His grades slipped badly, and he began to withdraw. “Next, he
was telling us he couldn’t make himself do the work, that he didn’t want to
disappoint us all the time, that he was worthless. Worthless.”
These young people do not necessarily qualify for a psychiatric
diagnosis, nor are they “traumatized” in the strict sense of having had a
life-threatening experience (or the perception of one). Rather, they are trying
to manage an interruption in their normal development, child psychologists say:
a sudden and indefinite suspension of almost every routine and social
connection, leaving a deep yet vague sense of loss with no single, distinct
source.
System overload
The resulting changes in behavior can seem sudden: A bright
sixth-grader is found cutting herself; a sweet-natured sophomore takes a swing
at a parent or sibling. Parents, frightened, often do not know where to go for
appropriate help. Many do not have the resources or knowledge to hire a
therapist.
Families that land in the emergency departments of their local
hospitals often find that the clinics are poorly equipped to handle these
incoming cases. The staff is better trained to manage physical trauma than the
mental variety, and patients are often sent right back home, without proper
evaluation or support. In severe cases, they may linger in the emergency
department for days before a bed can be found elsewhere.
In a recent report, a research team led by the Centers for
Disease Control and Prevention (CDC) found that fewer than half the emergency
departments in US hospitals had clear policies in place to handle children
with behavior problems. Getting to the bottom of any complex behavior issue can
takes days of patient observation, at minimum, psychiatrists say. And many
emergency departments do not have the on-hand specialists, dedicated space or
off-site resources to help do the job well.
For Jean, diagnosing her son has been complicated. He has since
developed irritable bowel syndrome. “He has been losing weight and started
smoking pot due to the boredom,” Jean said. “This is all due to the anxiety.”
Ann, the consultant in the Bay Area, said that her son’s visit
to the emergency room last month was his third in the past 18 months, each time
for issues related to drug withdrawal.
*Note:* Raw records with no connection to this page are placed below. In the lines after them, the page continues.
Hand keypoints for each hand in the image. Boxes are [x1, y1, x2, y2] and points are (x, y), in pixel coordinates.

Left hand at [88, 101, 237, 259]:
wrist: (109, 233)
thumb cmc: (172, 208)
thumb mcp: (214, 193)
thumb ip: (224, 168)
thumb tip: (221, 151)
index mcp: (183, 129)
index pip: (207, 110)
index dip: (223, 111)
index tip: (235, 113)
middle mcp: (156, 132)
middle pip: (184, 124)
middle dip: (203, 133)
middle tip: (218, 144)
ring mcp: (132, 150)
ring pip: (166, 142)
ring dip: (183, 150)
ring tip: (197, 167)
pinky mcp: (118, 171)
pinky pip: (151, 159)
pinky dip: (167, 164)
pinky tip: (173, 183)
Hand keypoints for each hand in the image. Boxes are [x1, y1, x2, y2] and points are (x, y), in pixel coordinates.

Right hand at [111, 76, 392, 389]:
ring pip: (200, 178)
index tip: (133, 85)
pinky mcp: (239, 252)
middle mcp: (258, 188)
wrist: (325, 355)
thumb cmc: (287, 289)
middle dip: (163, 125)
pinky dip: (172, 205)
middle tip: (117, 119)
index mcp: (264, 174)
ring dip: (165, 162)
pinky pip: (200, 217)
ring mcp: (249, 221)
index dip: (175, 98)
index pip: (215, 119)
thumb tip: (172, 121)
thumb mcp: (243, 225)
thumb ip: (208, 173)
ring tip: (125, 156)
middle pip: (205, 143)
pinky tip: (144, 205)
On one visit, he was misdiagnosed with
psychosis and sent to a locked county psychiatric ward. “That experience itself
— locked for days in a ward, with no one telling him why, or how long he’d be
there — was the most traumatic thing he’s experienced,” she said.
Like many other parents, she is now looking after an unstable
child and wondering where to go next. A drug rehab program may be needed as
well as regular therapy.
Lisa has hired a therapist for her son, a Zoom session every
other week. That seems to have helped, she said, but it is too early to tell.
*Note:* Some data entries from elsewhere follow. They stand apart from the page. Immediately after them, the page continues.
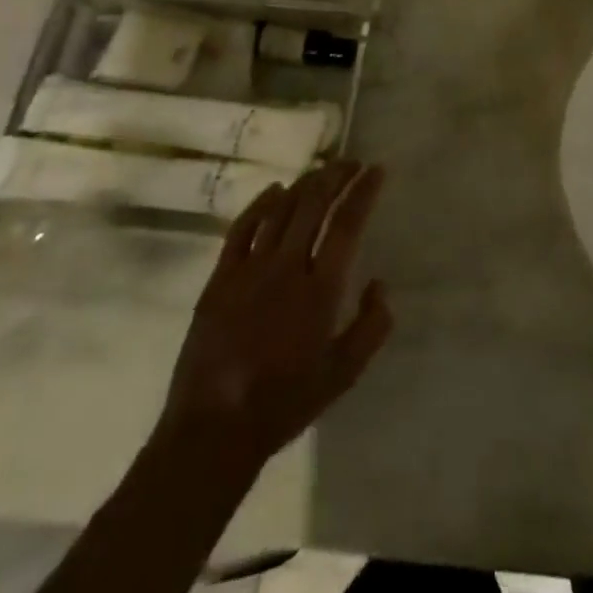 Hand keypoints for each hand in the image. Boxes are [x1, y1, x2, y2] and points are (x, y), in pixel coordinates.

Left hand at [156, 160, 391, 481]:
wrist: (212, 430)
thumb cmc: (286, 401)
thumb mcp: (344, 373)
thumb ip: (372, 326)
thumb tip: (380, 284)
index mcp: (320, 289)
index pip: (347, 224)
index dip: (363, 191)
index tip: (375, 170)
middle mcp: (286, 268)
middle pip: (313, 206)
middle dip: (335, 177)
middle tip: (350, 162)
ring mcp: (248, 271)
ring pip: (280, 211)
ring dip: (303, 185)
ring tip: (321, 170)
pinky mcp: (219, 280)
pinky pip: (241, 230)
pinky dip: (260, 205)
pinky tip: (274, 191) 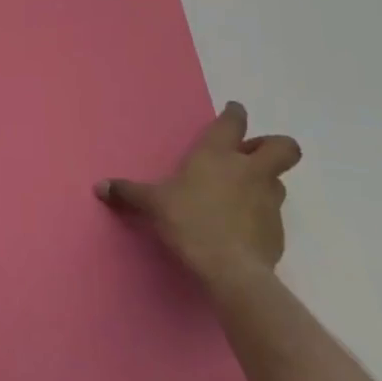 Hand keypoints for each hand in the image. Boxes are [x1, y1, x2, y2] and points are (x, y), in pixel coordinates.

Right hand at [95, 101, 301, 291]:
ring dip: (265, 181)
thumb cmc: (189, 221)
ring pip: (279, 180)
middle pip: (283, 147)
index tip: (233, 110)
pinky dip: (261, 214)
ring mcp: (268, 200)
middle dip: (273, 145)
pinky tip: (242, 226)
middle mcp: (249, 170)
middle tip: (251, 155)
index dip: (235, 113)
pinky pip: (273, 213)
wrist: (231, 270)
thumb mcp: (152, 204)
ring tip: (243, 192)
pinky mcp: (278, 231)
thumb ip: (128, 192)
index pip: (233, 122)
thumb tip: (98, 187)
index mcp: (217, 154) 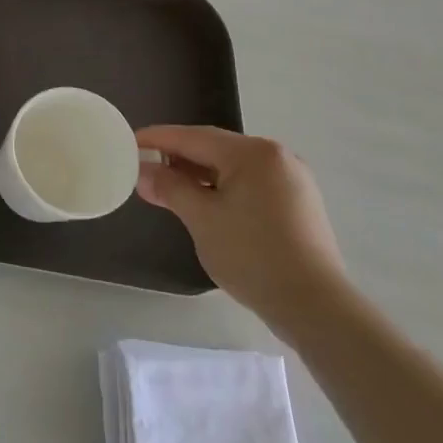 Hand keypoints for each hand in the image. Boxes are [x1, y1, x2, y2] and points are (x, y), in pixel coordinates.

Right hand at [135, 126, 349, 335]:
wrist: (314, 305)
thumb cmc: (252, 254)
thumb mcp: (201, 219)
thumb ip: (170, 188)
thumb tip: (143, 172)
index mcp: (253, 153)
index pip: (193, 137)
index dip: (157, 139)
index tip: (128, 142)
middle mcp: (277, 157)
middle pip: (214, 148)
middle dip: (177, 158)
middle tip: (143, 168)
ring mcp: (292, 180)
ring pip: (232, 167)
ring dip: (198, 175)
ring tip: (168, 189)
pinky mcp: (297, 203)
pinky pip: (250, 184)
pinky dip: (222, 188)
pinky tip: (203, 204) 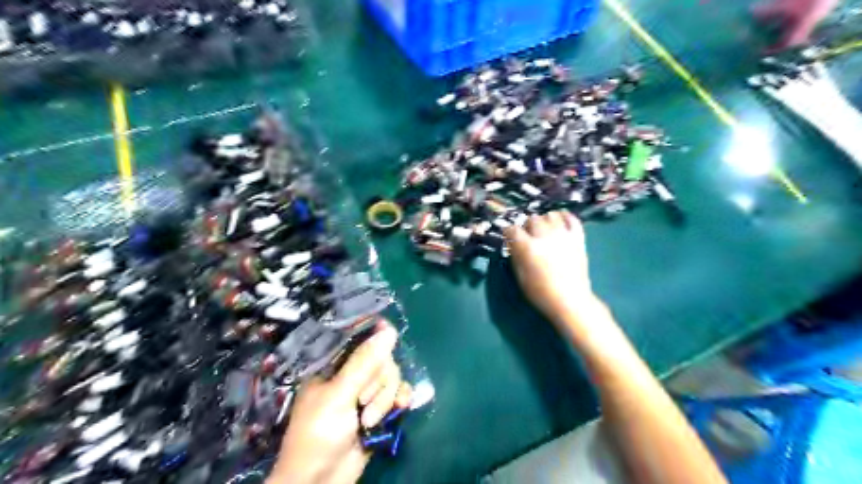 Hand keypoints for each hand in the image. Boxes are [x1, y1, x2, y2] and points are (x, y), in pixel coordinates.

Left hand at [272, 321, 413, 482]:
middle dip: (378, 382)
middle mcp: (351, 373)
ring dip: (385, 399)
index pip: (358, 337)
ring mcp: (366, 391)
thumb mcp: (338, 395)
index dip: (375, 334)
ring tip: (368, 421)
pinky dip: (400, 400)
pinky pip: (399, 392)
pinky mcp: (379, 407)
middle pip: (381, 358)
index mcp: (332, 364)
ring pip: (391, 376)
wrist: (321, 481)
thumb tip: (390, 330)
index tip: (391, 331)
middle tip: (362, 401)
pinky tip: (400, 409)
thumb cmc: (318, 433)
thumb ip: (364, 363)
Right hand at [507, 214, 599, 327]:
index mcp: (528, 247)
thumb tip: (512, 244)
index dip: (508, 231)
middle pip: (532, 219)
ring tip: (543, 228)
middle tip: (527, 235)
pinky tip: (560, 220)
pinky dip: (565, 216)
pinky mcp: (578, 238)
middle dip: (527, 225)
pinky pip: (572, 219)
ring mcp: (563, 235)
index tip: (508, 236)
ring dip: (544, 220)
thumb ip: (516, 256)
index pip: (513, 229)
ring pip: (551, 215)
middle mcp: (545, 236)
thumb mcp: (520, 276)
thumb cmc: (541, 293)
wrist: (570, 300)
And Jean, for the moment, is hoping the infection risk will diminish soon so
her son can get a safe job.
All three parents have become keen observers of their children,
more aware of shifting moods. Listening by itself usually helps relieve
distress, therapists say. “Trying to educate parents is a routine part of the
job,” said Dr Robert Duffey, a pediatrician in Hendersonville. “And of course,
we need these kids back in school, so badly.”
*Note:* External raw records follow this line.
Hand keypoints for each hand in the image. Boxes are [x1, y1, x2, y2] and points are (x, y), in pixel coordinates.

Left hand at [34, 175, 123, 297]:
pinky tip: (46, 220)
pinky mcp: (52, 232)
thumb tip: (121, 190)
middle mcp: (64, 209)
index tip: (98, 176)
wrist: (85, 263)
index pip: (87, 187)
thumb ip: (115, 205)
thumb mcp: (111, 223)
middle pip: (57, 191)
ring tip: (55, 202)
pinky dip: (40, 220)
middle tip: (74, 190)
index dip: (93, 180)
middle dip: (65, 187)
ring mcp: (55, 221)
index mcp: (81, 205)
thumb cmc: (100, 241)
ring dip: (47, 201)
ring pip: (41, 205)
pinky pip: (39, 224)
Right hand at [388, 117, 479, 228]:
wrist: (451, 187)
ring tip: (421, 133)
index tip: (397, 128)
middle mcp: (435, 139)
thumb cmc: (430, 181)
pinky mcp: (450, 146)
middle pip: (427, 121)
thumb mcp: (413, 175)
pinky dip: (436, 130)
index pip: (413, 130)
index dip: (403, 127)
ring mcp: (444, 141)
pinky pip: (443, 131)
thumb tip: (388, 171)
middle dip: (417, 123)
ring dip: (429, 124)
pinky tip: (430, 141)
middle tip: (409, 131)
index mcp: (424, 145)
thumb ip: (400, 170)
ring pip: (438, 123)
But medical professional say that until the health care system
finds a way to equip and support emergency departments for what they have
become — the first and sometimes last resort — parents will be left to navigate
mostly on their own, leaning on others who have managed similar problems.
“COVID has put our system under a microscope in terms of the things
that don’t work,” said Baum, the pediatrician in Asheville. “We had a shaky
system of care in pediatric mental health prior to this pandemic, and now we
have all these added stressors on it, all these kids coming in for
pandemic-related issues. Hospitals everywhere are scrambling to adjust.”